■ **Exercise requirements**:
Check each line of the material for the string "from", and copy the lines that have it.

■ **Working data**:
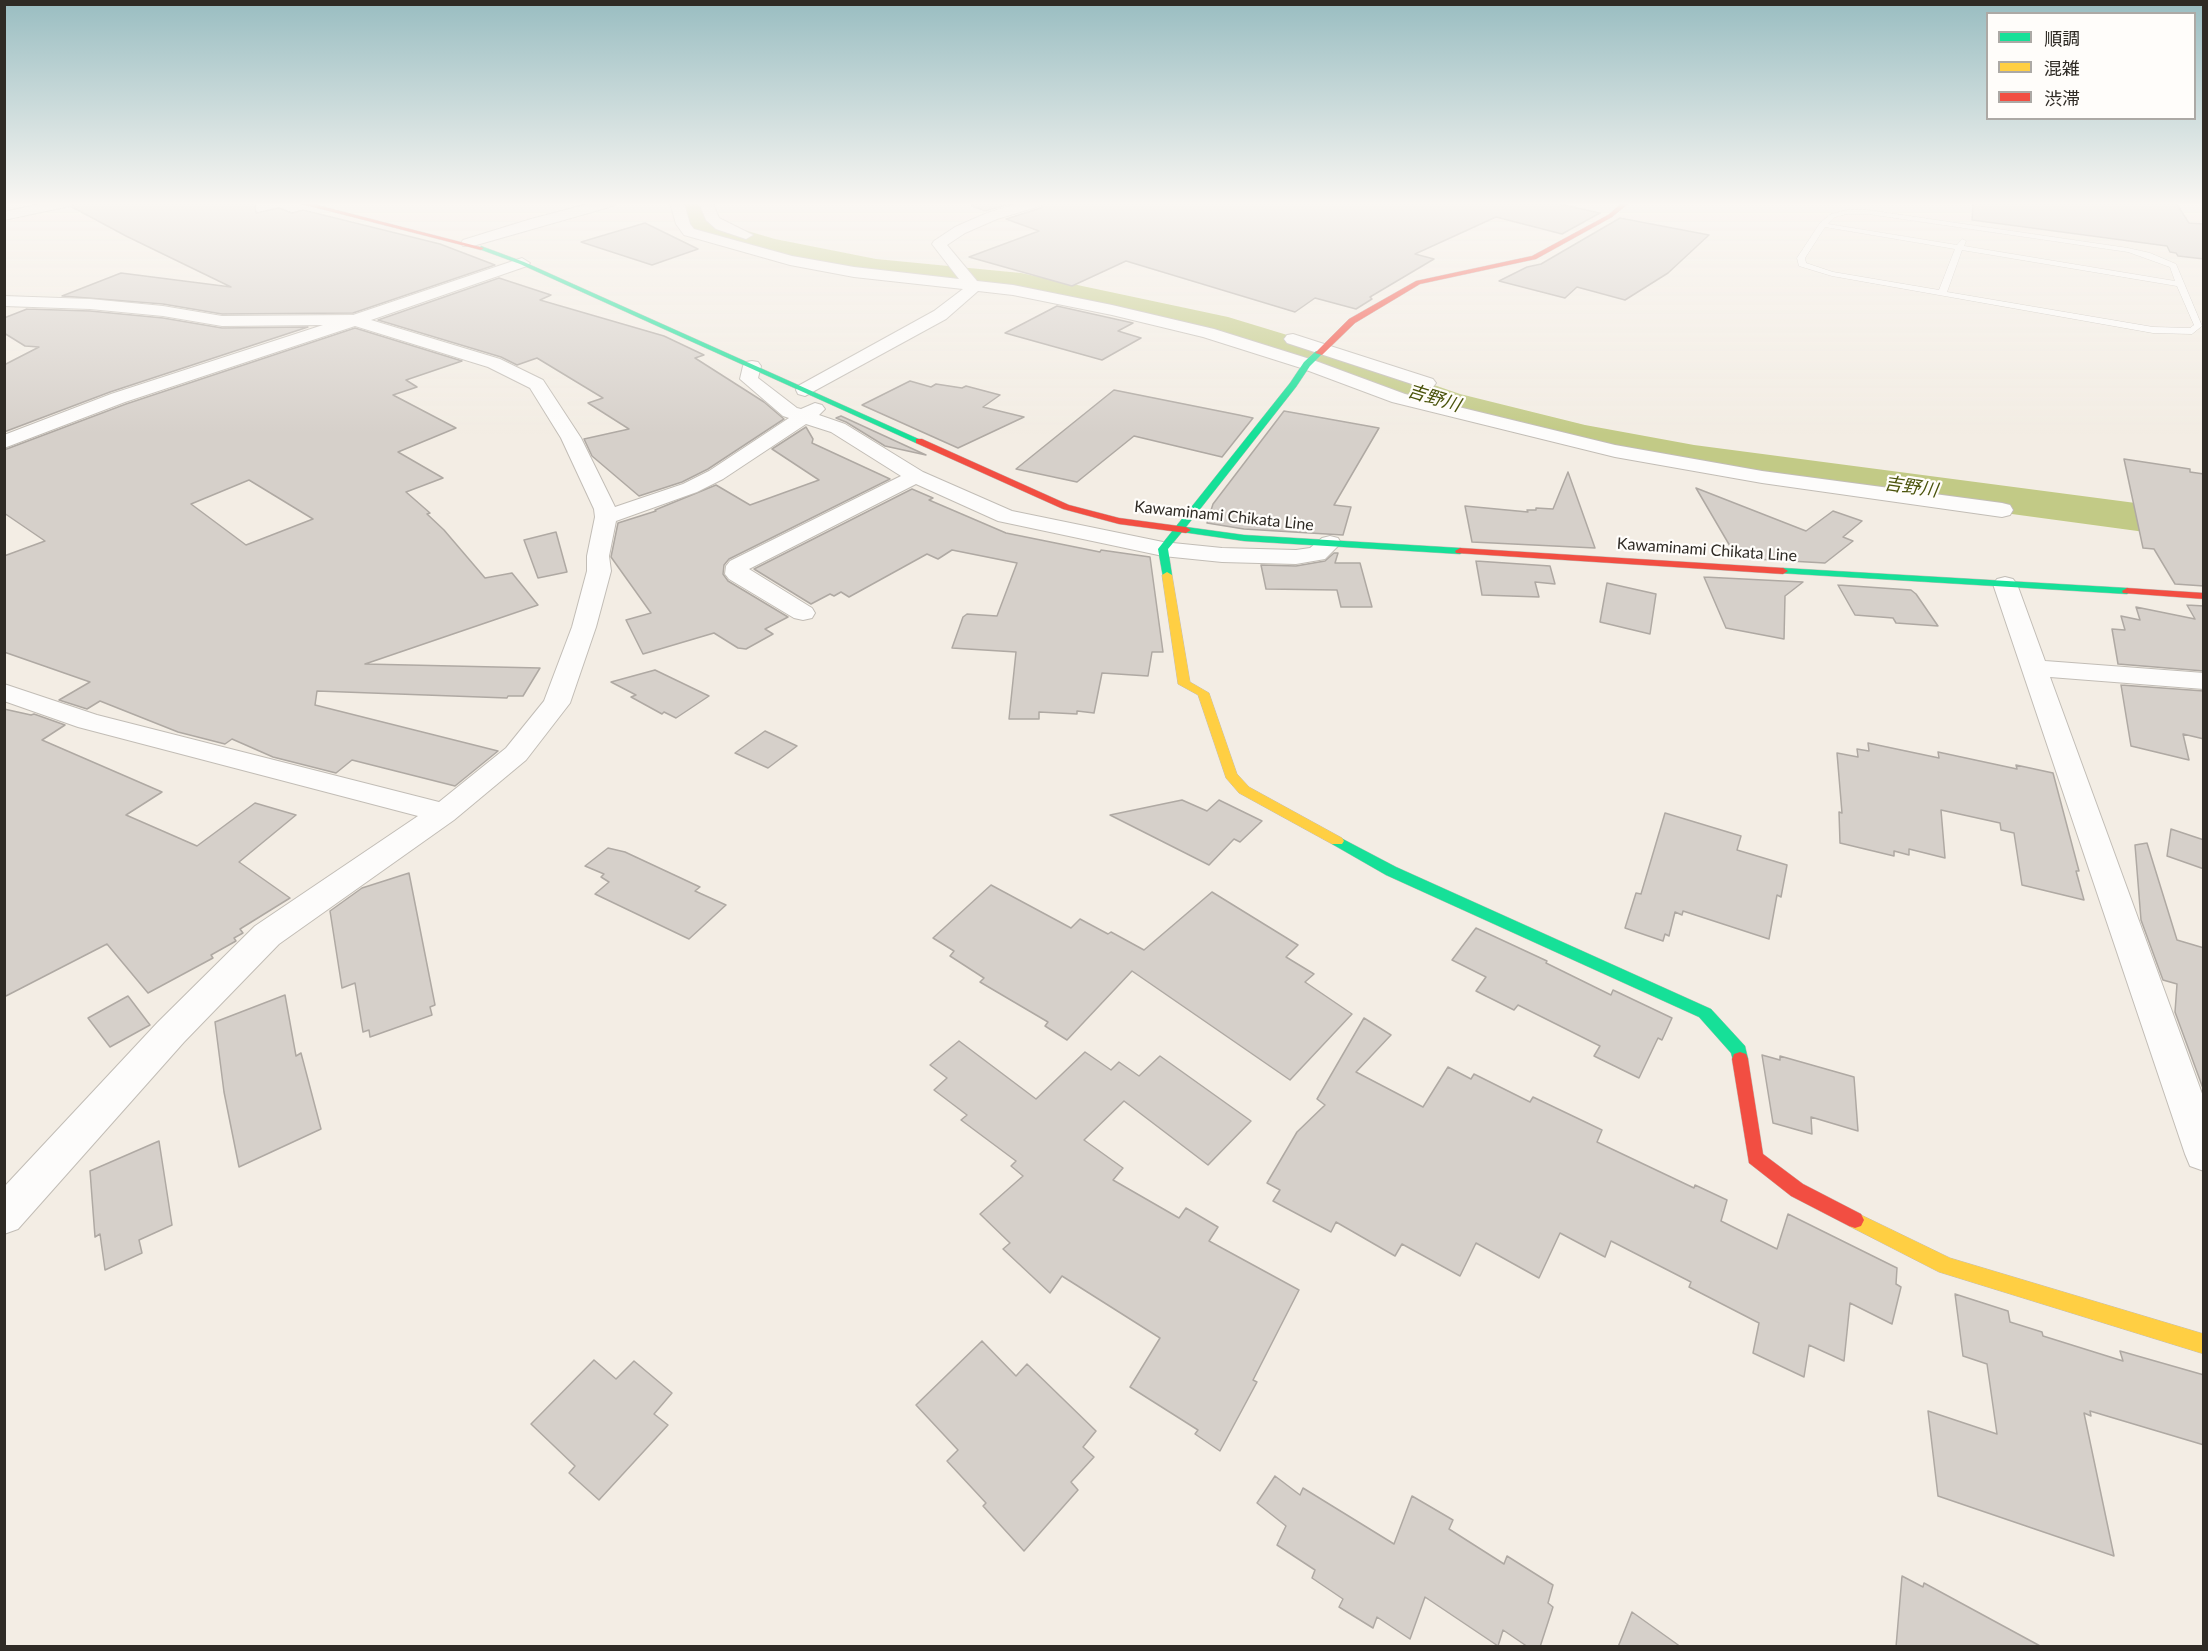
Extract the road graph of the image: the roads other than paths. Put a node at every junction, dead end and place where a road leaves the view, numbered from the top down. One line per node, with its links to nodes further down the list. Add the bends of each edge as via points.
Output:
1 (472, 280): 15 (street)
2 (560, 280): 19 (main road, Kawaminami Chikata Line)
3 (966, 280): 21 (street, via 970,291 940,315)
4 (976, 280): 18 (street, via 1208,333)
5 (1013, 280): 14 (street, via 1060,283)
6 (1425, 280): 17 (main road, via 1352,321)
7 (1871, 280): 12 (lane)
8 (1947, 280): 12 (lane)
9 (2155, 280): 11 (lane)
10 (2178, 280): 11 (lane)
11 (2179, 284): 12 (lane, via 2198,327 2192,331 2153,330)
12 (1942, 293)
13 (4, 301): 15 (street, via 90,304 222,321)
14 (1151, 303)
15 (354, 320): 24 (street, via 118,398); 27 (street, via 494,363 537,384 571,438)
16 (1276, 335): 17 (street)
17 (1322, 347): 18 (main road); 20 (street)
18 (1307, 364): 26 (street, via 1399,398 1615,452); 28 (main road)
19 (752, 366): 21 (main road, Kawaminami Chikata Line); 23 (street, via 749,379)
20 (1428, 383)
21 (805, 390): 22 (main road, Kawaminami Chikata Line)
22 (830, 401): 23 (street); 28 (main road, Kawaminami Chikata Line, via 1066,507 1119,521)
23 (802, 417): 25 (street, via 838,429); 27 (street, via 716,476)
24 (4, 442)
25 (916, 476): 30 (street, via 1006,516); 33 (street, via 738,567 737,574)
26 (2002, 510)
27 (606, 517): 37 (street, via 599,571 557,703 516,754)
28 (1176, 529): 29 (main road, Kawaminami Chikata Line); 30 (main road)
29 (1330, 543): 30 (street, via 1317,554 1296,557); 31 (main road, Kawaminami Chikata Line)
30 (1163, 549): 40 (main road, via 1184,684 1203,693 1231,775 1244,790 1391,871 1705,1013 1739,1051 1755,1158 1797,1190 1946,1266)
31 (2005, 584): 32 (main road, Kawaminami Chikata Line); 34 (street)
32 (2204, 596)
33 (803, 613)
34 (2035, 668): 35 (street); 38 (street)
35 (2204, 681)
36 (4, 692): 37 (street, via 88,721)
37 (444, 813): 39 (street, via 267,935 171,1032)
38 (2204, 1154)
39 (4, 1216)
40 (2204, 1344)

--

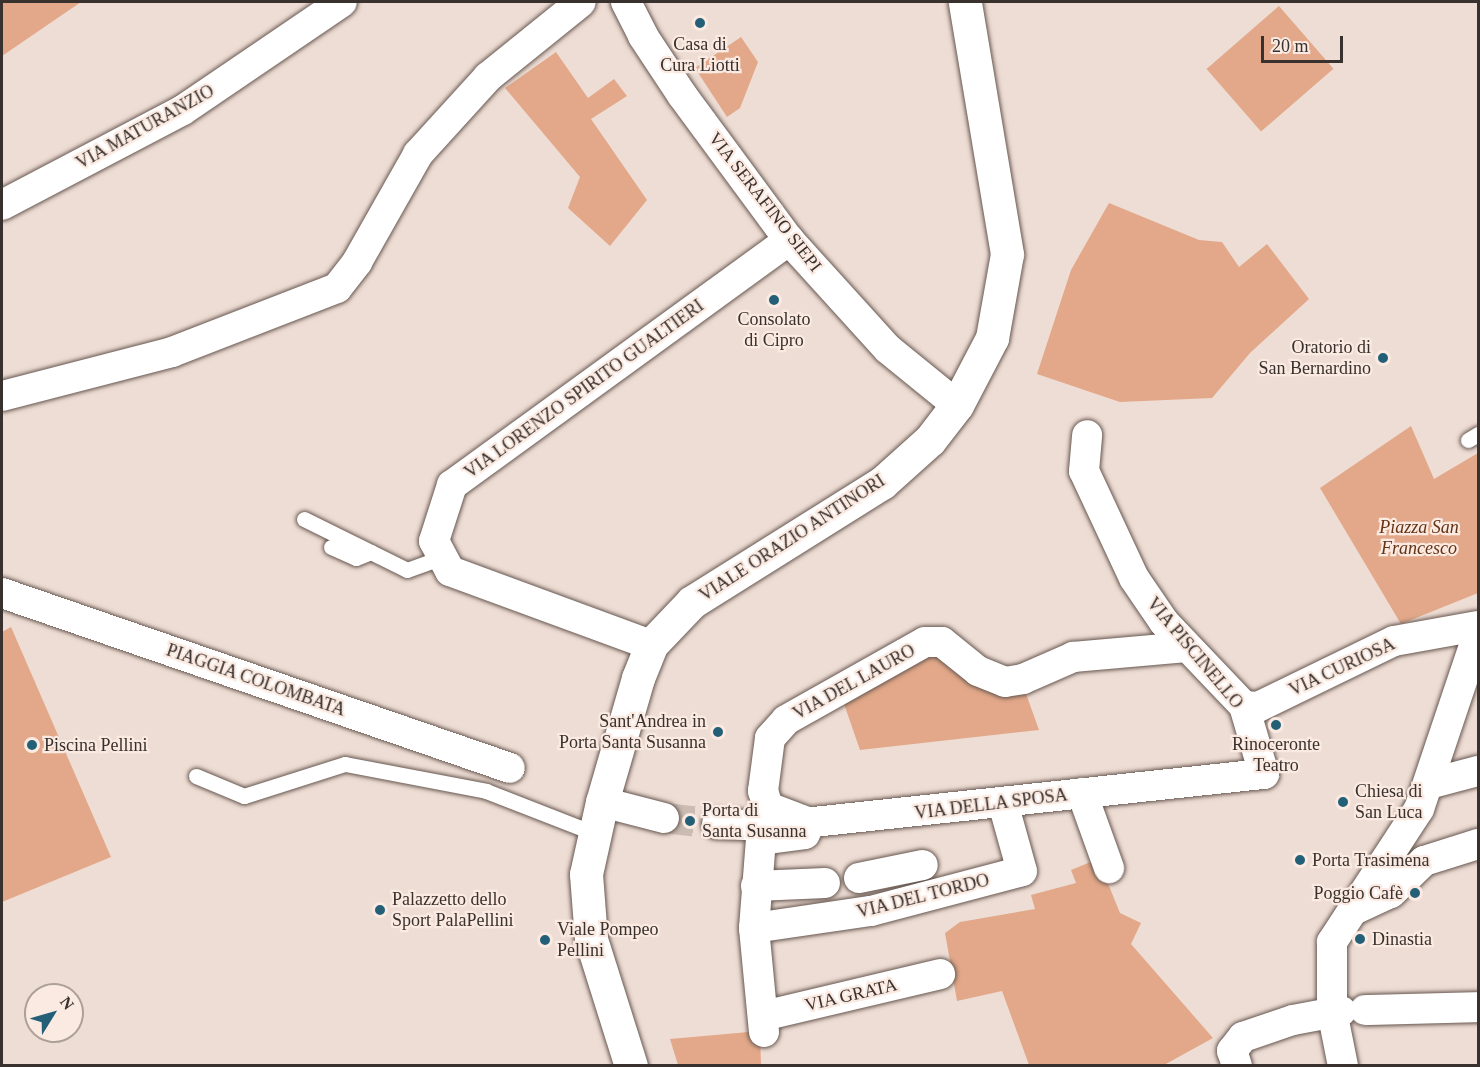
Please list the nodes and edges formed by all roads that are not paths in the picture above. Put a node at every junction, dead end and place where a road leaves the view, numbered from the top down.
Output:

* * *

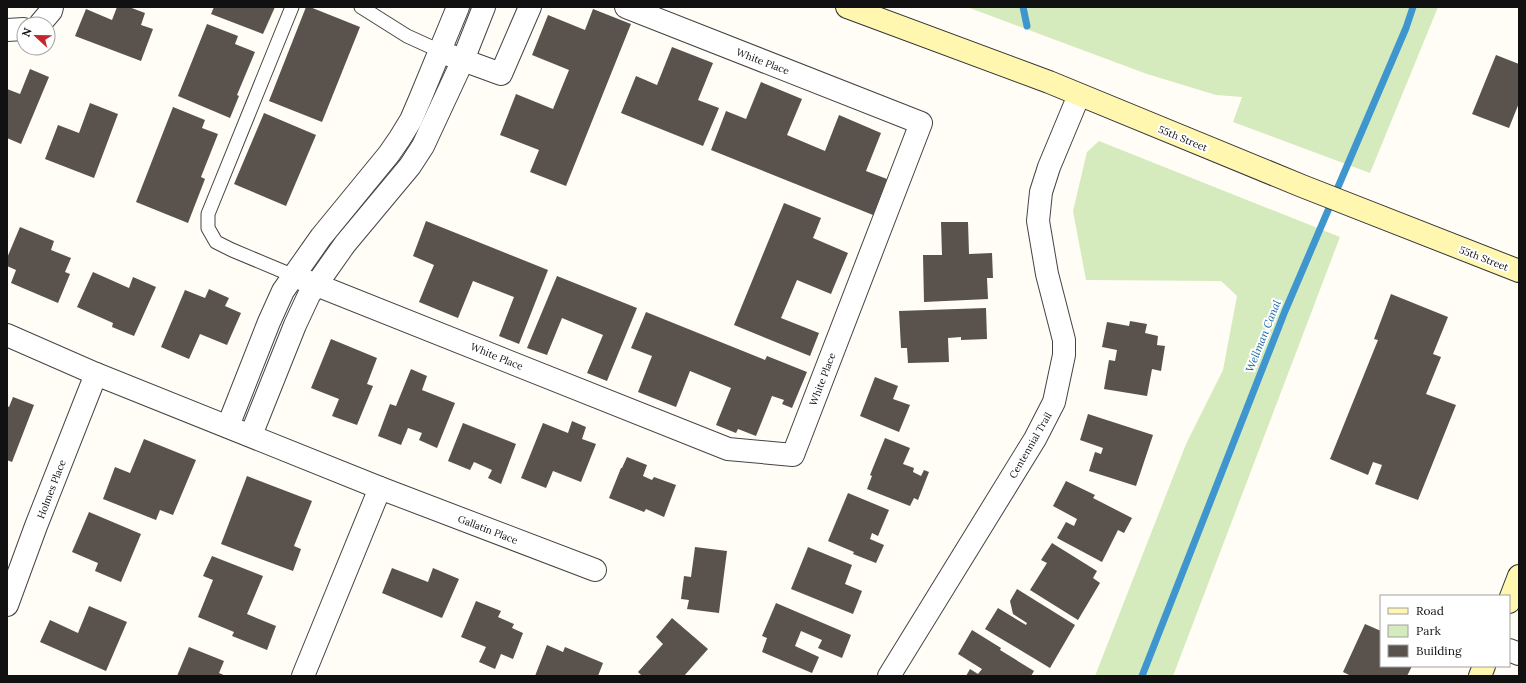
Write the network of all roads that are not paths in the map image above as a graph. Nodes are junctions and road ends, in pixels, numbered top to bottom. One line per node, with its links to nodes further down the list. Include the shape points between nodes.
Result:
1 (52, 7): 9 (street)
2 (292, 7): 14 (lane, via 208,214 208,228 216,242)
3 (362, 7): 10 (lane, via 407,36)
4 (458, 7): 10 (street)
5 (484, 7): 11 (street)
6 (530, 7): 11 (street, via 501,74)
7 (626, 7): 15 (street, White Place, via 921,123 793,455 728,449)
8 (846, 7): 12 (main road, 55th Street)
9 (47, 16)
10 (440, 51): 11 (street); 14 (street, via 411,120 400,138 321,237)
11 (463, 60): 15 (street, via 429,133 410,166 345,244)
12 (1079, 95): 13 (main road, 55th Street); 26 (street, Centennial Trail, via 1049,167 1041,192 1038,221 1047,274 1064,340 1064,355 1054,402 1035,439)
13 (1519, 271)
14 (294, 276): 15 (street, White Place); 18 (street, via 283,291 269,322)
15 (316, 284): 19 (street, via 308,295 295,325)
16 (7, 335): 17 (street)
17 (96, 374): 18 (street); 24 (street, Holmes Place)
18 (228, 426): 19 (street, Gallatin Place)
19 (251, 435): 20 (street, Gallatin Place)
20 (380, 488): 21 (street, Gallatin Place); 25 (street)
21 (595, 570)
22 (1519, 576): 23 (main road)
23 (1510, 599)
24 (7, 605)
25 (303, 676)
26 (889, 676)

■ **Solution to this task**:
Extract the road graph of the image: the roads other than paths. Put a node at every junction, dead end and place where a road leaves the view, numbered from the top down. One line per node, with its links to nodes further down the list. Add the bends of each edge as via points.
Please list the nodes and edges formed by all roads that are not paths in the picture above. Put a node at every junction, dead end and place where a road leaves the view, numbered from the top down.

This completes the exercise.